(Saved data entries)
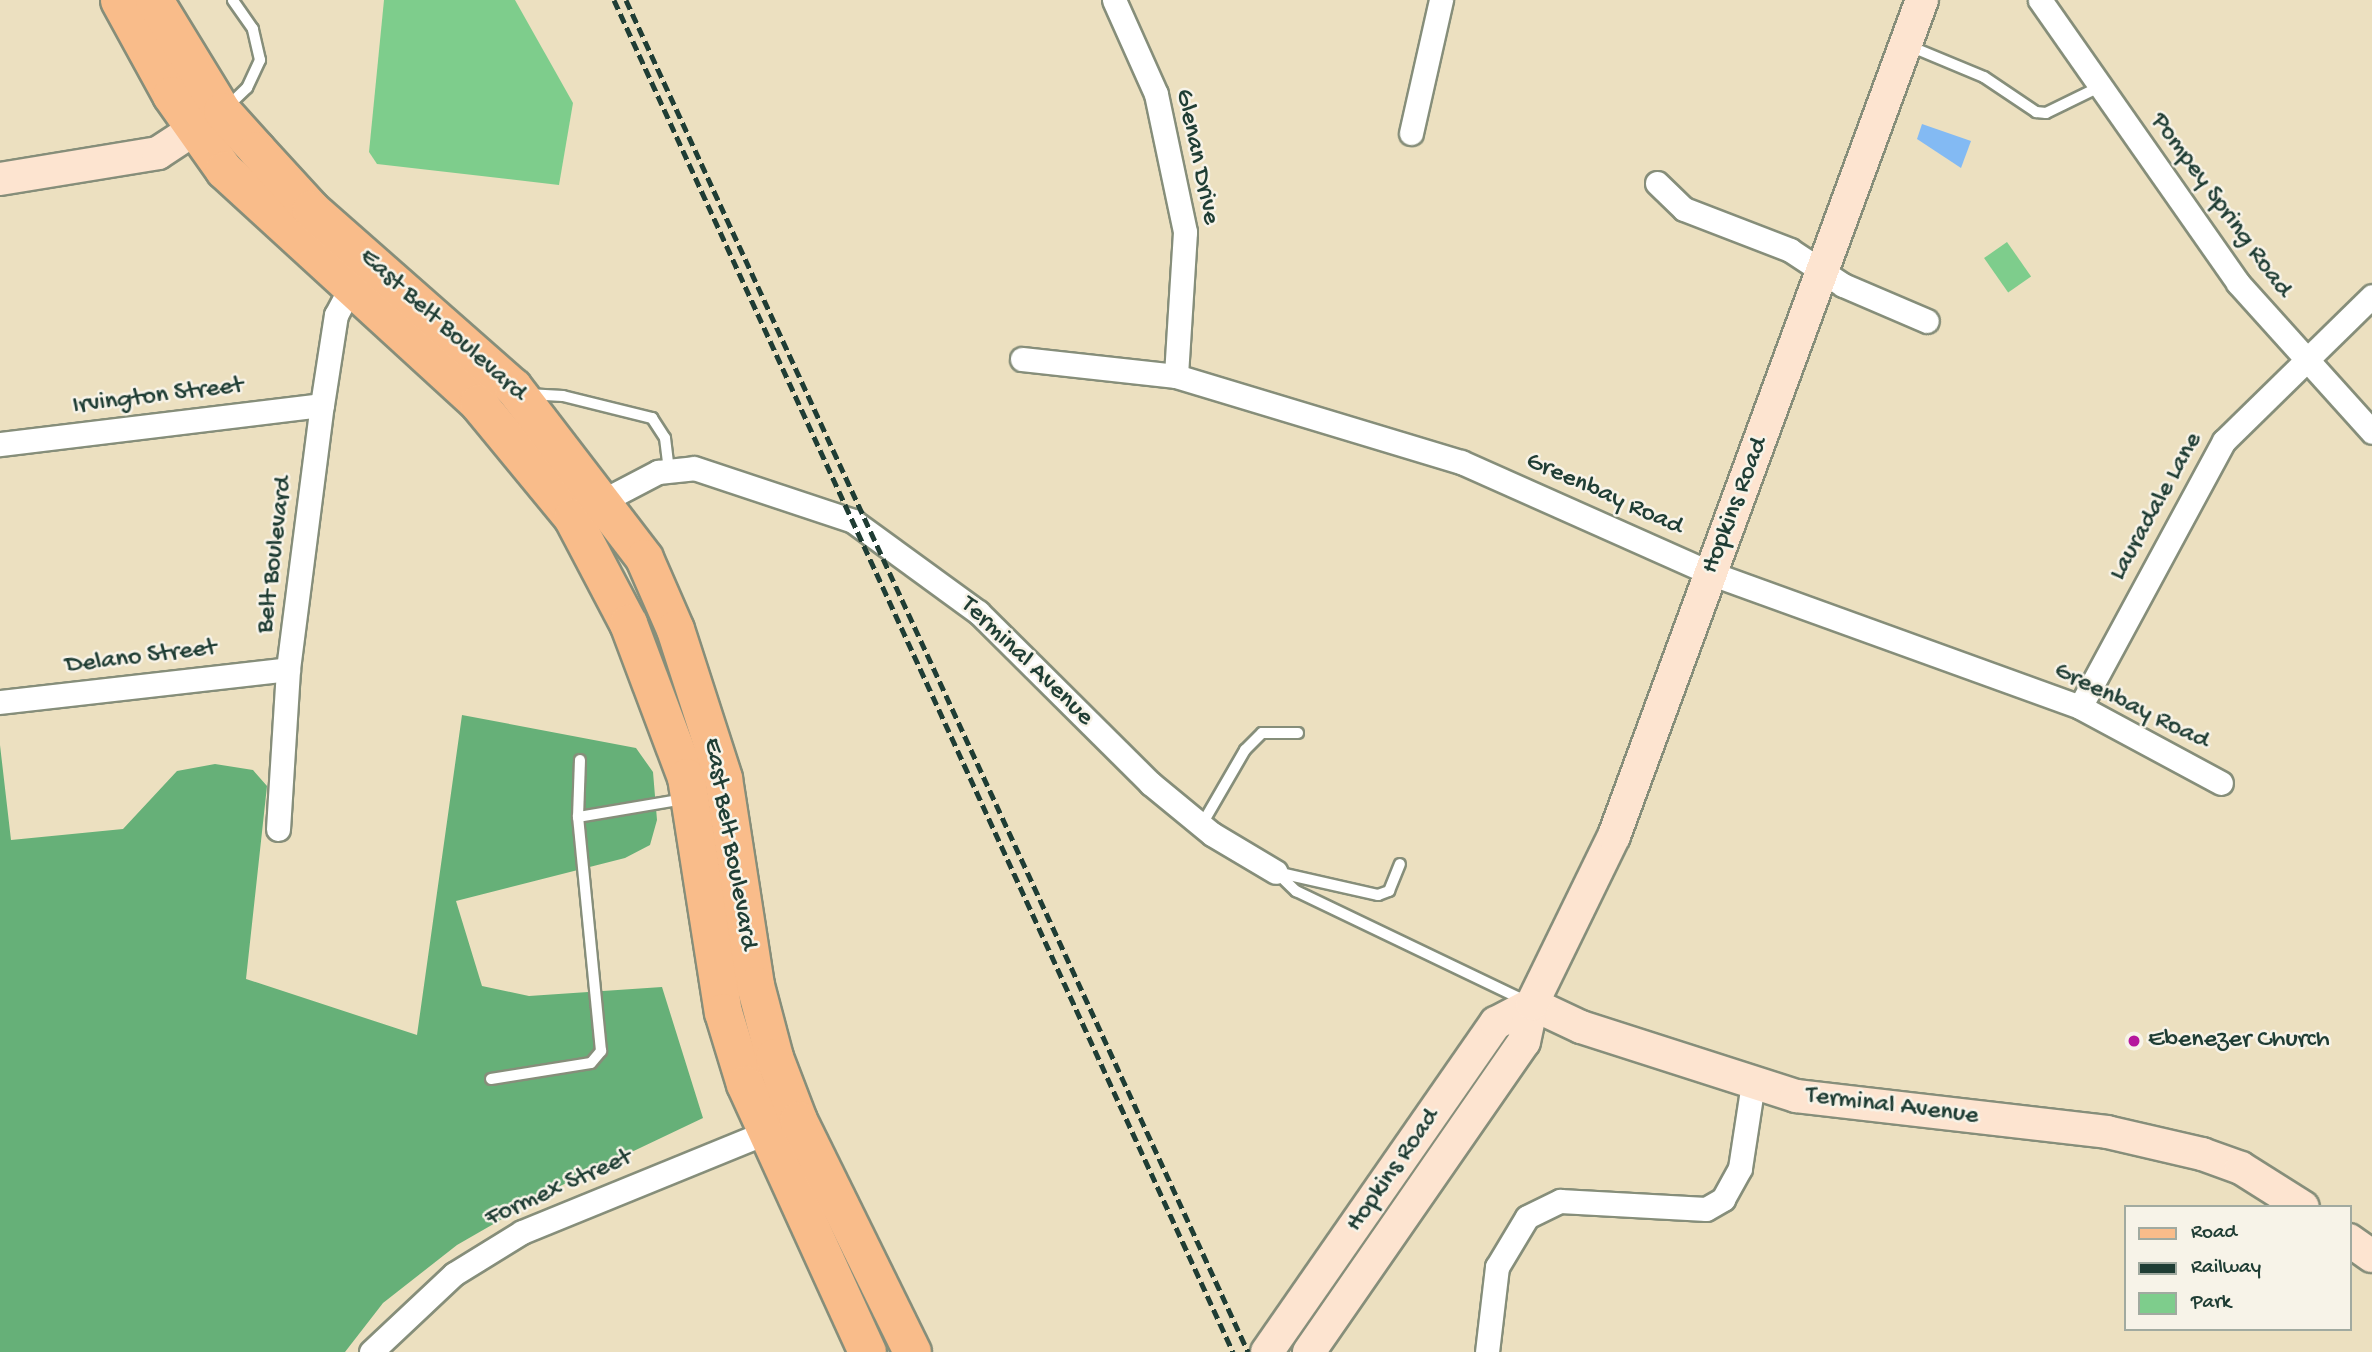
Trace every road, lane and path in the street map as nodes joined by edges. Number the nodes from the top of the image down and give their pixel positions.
1 (119, 0) edge
2 (154, 0) edge
3 (233, 0) edge
4 (1114, 0) edge
5 (1441, 0) edge
6 (1922, 0) edge
7 (2040, 0) edge
8 (1906, 45) junction
9 (2101, 86) junction
10 (209, 121) junction
11 (1411, 133) dead end
12 (0, 179) edge
13 (1657, 183) dead end
14 (1823, 270) junction
15 (349, 291) junction
16 (2372, 296) edge
17 (1927, 321) dead end
18 (1022, 359) dead end
19 (2304, 363) junction
20 (1176, 376) junction
21 (520, 394) junction
22 (322, 405) junction
23 (2372, 432) edge
24 (0, 444) edge
25 (669, 471) junction
26 (605, 500) junction
27 (572, 517) junction
28 (1710, 573) junction
29 (288, 669) junction
30 (0, 702) edge
31 (2080, 707) junction
32 (1298, 733) dead end
33 (580, 760) dead end
34 (2221, 783) dead end
35 (690, 798) junction
36 (578, 817) junction
37 (1201, 826) junction
38 (278, 829) dead end
39 (1400, 864) dead end
40 (1276, 872) junction
41 (1532, 1004) junction
42 (491, 1079) dead end
43 (1753, 1083) junction
44 (798, 1120) junction
45 (763, 1134) junction
46 (2300, 1205) edge
47 (2351, 1241) edge
48 (2372, 1256) edge
49 (1312, 1349) edge
50 (371, 1352) edge
51 (867, 1352) edge
52 (912, 1352) edge
53 (1267, 1352) edge
54 (1487, 1352) edge

1 - 10 main road, East Belt Boulevard
2 - 10 main road, East Belt Boulevard
3 - 10 lane
4 - 20 street, Glenan Drive
5 - 11 street
6 - 8 main road, Hopkins Road
7 - 9 street, Pompey Spring Road
8 - 9 lane
8 - 14 main road, Hopkins Road
9 - 19 street, Pompey Spring Road
10 - 12 main road
10 - 15 main road, East Belt Boulevard
10 - 21 main road, East Belt Boulevard
13 - 14 street
14 - 17 street
14 - 28 main road, Hopkins Road
15 - 22 street, Belt Boulevard
15 - 27 main road, East Belt Boulevard
16 - 19 street, Lauradale Lane
18 - 20 street, Greenbay Road
19 - 23 street, Pompey Spring Road
19 - 31 street, Lauradale Lane
20 - 28 street, Greenbay Road
21 - 25 lane
21 - 26 main road, East Belt Boulevard
22 - 24 street, Irvington Street
22 - 29 street, Belt Boulevard
25 - 26 street, Terminal Avenue
25 - 37 street, Terminal Avenue
26 - 27 street, Terminal Avenue
26 - 44 main road, East Belt Boulevard
27 - 35 main road, East Belt Boulevard
28 - 31 street, Greenbay Road
28 - 41 main road, Hopkins Road
29 - 30 street, Delano Street
29 - 38 street, Belt Boulevard
31 - 34 street, Greenbay Road
32 - 37 lane
33 - 36 lane
35 - 36 lane
35 - 45 main road, East Belt Boulevard
36 - 42 lane
37 - 40 street, Terminal Avenue
39 - 40 lane
40 - 41 lane, Terminal Avenue
41 - 43 main road, Terminal Avenue
41 - 49 main road, Hopkins Road
41 - 53 main road, Hopkins Road
43 - 46 main road, Terminal Avenue
43 - 54 street
44 - 45 street, Formex Street
44 - 52 main road, East Belt Boulevard
45 - 50 street, Formex Street
45 - 51 main road, East Belt Boulevard
47 - 48 main road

> _WORK INSTRUCTIONS_:
Copy the records above exactly, omitting every picture.

> _TASK OUTPUT_:
Trace every road, lane and path in the street map as nodes joined by edges. Number the nodes from the top of the image down and give their pixel positions.
1 (119, 0) edge
2 (154, 0) edge
3 (233, 0) edge
4 (1114, 0) edge
5 (1441, 0) edge
6 (1922, 0) edge
7 (2040, 0) edge
8 (1906, 45) junction
9 (2101, 86) junction
10 (209, 121) junction
11 (1411, 133) dead end
12 (0, 179) edge
13 (1657, 183) dead end
14 (1823, 270) junction
15 (349, 291) junction
16 (2372, 296) edge
17 (1927, 321) dead end
18 (1022, 359) dead end
19 (2304, 363) junction
20 (1176, 376) junction
21 (520, 394) junction
22 (322, 405) junction
23 (2372, 432) edge
24 (0, 444) edge
25 (669, 471) junction
26 (605, 500) junction
27 (572, 517) junction
28 (1710, 573) junction
29 (288, 669) junction
30 (0, 702) edge
31 (2080, 707) junction
32 (1298, 733) dead end
33 (580, 760) dead end
34 (2221, 783) dead end
35 (690, 798) junction
36 (578, 817) junction
37 (1201, 826) junction
38 (278, 829) dead end
39 (1400, 864) dead end
40 (1276, 872) junction
41 (1532, 1004) junction
42 (491, 1079) dead end
43 (1753, 1083) junction
44 (798, 1120) junction
45 (763, 1134) junction
46 (2300, 1205) edge
47 (2351, 1241) edge
48 (2372, 1256) edge
49 (1312, 1349) edge
50 (371, 1352) edge
51 (867, 1352) edge
52 (912, 1352) edge
53 (1267, 1352) edge
54 (1487, 1352) edge

1 - 10 main road, East Belt Boulevard
2 - 10 main road, East Belt Boulevard
3 - 10 lane
4 - 20 street, Glenan Drive
5 - 11 street
6 - 8 main road, Hopkins Road
7 - 9 street, Pompey Spring Road
8 - 9 lane
8 - 14 main road, Hopkins Road
9 - 19 street, Pompey Spring Road
10 - 12 main road
10 - 15 main road, East Belt Boulevard
10 - 21 main road, East Belt Boulevard
13 - 14 street
14 - 17 street
14 - 28 main road, Hopkins Road
15 - 22 street, Belt Boulevard
15 - 27 main road, East Belt Boulevard
16 - 19 street, Lauradale Lane
18 - 20 street, Greenbay Road
19 - 23 street, Pompey Spring Road
19 - 31 street, Lauradale Lane
20 - 28 street, Greenbay Road
21 - 25 lane
21 - 26 main road, East Belt Boulevard
22 - 24 street, Irvington Street
22 - 29 street, Belt Boulevard
25 - 26 street, Terminal Avenue
25 - 37 street, Terminal Avenue
26 - 27 street, Terminal Avenue
26 - 44 main road, East Belt Boulevard
27 - 35 main road, East Belt Boulevard
28 - 31 street, Greenbay Road
28 - 41 main road, Hopkins Road
29 - 30 street, Delano Street
29 - 38 street, Belt Boulevard
31 - 34 street, Greenbay Road
32 - 37 lane
33 - 36 lane
35 - 36 lane
35 - 45 main road, East Belt Boulevard
36 - 42 lane
37 - 40 street, Terminal Avenue
39 - 40 lane
40 - 41 lane, Terminal Avenue
41 - 43 main road, Terminal Avenue
41 - 49 main road, Hopkins Road
41 - 53 main road, Hopkins Road
43 - 46 main road, Terminal Avenue
43 - 54 street
44 - 45 street, Formex Street
44 - 52 main road, East Belt Boulevard
45 - 50 street, Formex Street
45 - 51 main road, East Belt Boulevard
47 - 48 main road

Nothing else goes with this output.